Home News BKKBN Kaltim Targetkan Edukasi 75 Ribu Keluarga Lewat Program 1.000 Hari Pertama Kehidupan
News

BKKBN Kaltim Targetkan Edukasi 75 Ribu Keluarga Lewat Program 1.000 Hari Pertama Kehidupan

Share
Ketua Tim Kerja Data dan Informasi Publik Perwakilan Kemendukbangga/ BKKBN Kaltim Sitti Mayasari Hamzah (tengah) (ANTARA/ HO- BKKBN Kaltim)
Share

IKNPOS.ID – Kementerian Kependudukan dan Pembangunan Keluarga (Kemendukbangga)/BKKBN Provinsi Kalimantan Timur menargetkan edukasi kepada 75.092 keluarga sepanjang tahun ini melalui Proyek Prioritas Nasional (Pro PN) 1.000 Hari Pertama Kehidupan (HPK). Program tersebut dijalankan sebagai langkah pencegahan munculnya kasus stunting baru di wilayah Kaltim.

Fokus program ini berada pada peningkatan pemahaman keluarga mengenai pentingnya pemenuhan gizi, kesehatan, serta perkembangan anak sejak masa kehamilan hingga usia dua tahun. Periode tersebut dinilai krusial karena menentukan kualitas tumbuh kembang anak di masa depan.
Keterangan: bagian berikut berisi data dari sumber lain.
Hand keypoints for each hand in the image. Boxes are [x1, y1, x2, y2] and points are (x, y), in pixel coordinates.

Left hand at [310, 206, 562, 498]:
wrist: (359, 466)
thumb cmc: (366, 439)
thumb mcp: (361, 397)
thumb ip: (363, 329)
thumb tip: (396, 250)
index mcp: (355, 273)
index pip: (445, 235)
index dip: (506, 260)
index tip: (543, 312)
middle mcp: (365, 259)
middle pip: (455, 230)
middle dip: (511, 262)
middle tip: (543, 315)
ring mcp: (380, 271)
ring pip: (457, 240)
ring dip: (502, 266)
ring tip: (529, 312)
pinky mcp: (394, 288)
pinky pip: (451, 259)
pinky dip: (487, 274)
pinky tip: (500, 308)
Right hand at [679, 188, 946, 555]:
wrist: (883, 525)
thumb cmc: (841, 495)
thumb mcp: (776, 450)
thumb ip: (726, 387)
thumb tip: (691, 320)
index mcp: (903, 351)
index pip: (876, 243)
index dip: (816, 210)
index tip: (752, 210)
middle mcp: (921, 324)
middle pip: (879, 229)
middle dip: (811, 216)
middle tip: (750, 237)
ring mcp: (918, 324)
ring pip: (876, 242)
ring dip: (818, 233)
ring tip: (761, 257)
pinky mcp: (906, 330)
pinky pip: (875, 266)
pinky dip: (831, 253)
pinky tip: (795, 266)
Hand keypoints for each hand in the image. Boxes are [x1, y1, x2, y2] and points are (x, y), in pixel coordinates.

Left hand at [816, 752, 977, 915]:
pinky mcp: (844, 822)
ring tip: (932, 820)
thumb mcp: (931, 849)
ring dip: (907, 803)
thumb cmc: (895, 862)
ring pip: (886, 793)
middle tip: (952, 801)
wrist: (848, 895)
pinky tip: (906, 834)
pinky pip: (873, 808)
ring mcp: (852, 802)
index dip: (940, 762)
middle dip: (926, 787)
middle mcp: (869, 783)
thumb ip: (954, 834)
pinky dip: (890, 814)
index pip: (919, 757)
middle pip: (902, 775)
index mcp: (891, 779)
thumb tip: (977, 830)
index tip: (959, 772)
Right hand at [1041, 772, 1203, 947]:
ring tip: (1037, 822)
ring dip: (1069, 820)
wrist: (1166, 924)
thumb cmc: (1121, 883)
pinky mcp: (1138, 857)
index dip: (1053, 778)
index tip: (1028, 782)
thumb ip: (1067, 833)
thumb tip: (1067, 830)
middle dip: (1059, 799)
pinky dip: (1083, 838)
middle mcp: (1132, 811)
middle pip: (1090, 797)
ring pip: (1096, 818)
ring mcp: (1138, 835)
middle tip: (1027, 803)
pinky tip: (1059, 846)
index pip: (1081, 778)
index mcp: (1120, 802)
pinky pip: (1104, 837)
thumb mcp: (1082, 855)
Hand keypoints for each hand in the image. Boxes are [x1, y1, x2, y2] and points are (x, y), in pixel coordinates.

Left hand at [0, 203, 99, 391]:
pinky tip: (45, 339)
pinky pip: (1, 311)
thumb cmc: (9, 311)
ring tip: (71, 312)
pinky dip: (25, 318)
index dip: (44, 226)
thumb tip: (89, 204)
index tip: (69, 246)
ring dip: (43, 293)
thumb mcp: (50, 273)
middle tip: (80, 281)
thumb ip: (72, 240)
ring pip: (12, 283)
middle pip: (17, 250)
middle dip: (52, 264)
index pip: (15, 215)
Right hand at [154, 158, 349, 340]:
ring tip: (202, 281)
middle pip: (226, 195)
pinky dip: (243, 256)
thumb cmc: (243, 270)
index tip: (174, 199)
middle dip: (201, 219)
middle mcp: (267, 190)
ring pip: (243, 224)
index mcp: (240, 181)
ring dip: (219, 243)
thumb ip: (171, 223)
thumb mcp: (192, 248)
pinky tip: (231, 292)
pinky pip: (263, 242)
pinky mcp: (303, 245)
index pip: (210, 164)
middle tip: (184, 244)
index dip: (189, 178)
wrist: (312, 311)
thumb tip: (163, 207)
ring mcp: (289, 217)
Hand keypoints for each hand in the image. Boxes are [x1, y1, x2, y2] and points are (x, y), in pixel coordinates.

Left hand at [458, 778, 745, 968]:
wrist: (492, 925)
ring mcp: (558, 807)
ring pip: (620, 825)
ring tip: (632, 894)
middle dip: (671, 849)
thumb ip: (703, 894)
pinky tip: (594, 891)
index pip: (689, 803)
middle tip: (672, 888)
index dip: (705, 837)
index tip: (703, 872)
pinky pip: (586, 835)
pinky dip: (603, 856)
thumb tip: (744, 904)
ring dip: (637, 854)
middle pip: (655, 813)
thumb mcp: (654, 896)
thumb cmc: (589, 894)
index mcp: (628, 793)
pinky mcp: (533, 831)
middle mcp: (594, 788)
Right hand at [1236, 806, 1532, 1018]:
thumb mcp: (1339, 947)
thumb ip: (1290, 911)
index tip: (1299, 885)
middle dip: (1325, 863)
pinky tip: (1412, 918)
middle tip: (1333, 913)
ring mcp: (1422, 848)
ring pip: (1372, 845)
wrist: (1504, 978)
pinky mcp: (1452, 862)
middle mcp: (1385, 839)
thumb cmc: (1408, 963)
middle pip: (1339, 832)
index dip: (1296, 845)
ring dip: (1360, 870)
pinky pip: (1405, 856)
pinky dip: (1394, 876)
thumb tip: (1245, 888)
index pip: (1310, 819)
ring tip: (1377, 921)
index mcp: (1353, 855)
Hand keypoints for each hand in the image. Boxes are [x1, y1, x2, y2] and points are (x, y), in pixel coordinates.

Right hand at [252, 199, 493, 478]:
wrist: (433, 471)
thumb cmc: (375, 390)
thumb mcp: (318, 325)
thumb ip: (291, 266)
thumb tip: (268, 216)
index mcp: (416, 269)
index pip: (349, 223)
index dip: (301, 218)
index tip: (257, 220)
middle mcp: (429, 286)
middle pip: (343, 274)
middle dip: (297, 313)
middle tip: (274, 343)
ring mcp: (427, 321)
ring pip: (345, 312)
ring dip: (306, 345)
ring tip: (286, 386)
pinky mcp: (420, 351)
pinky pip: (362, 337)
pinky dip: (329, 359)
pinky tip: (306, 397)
“Ini merupakan program pemerintah untuk meningkatkan kesehatan, gizi, dan perkembangan anak pada masa kritis yang dimulai sejak dalam kandungan hingga anak berusia 2 tahun atau selama HPK,” ujar Ketua Tim Kerja Data dan Informasi Publik Perwakilan Kemendukbangga/ BKKBN Kaltim Sitti Mayasari Hamzah di Samarinda, Selasa 28 April 2026.

Program Pro PN 1.000 HPK menjadi salah satu strategi utama Kemendukbangga dalam upaya menekan angka stunting. Selain program tersebut, pemerintah juga menjalankan sejumlah langkah lain seperti Gerakan Orang Tua Asuh Cegah Stunting (Genting), pemberian makanan tambahan, hingga distribusi tablet penambah darah bagi ibu hamil dan remaja putri.

Menurut Sitti Mayasari, pelaksanaan berbagai program secara masif dan melibatkan banyak pihak memberikan dampak terhadap penurunan prevalensi stunting di Kalimantan Timur. Pada 2025, angka stunting di provinsi tersebut tercatat sebesar 15,94 persen, turun dibandingkan tahun sebelumnya yang mencapai 22,2 persen.

Ia menilai edukasi terkait 1.000 HPK penting dilakukan karena periode tersebut merupakan masa emas pertumbuhan anak. Pada tahap ini, perkembangan otak dan organ tubuh berlangsung sangat cepat sehingga kondisi kesehatan selama masa tersebut akan memengaruhi kualitas hidup anak di kemudian hari.

Target edukasi kepada 75.092 keluarga diyakini dapat tercapai karena jumlah keluarga sasaran program Bina Keluarga Balita (BKB) di Kalimantan Timur mencapai 185.603 keluarga. Selain itu, pelaksanaan edukasi juga didukung kolaborasi lintas sektor.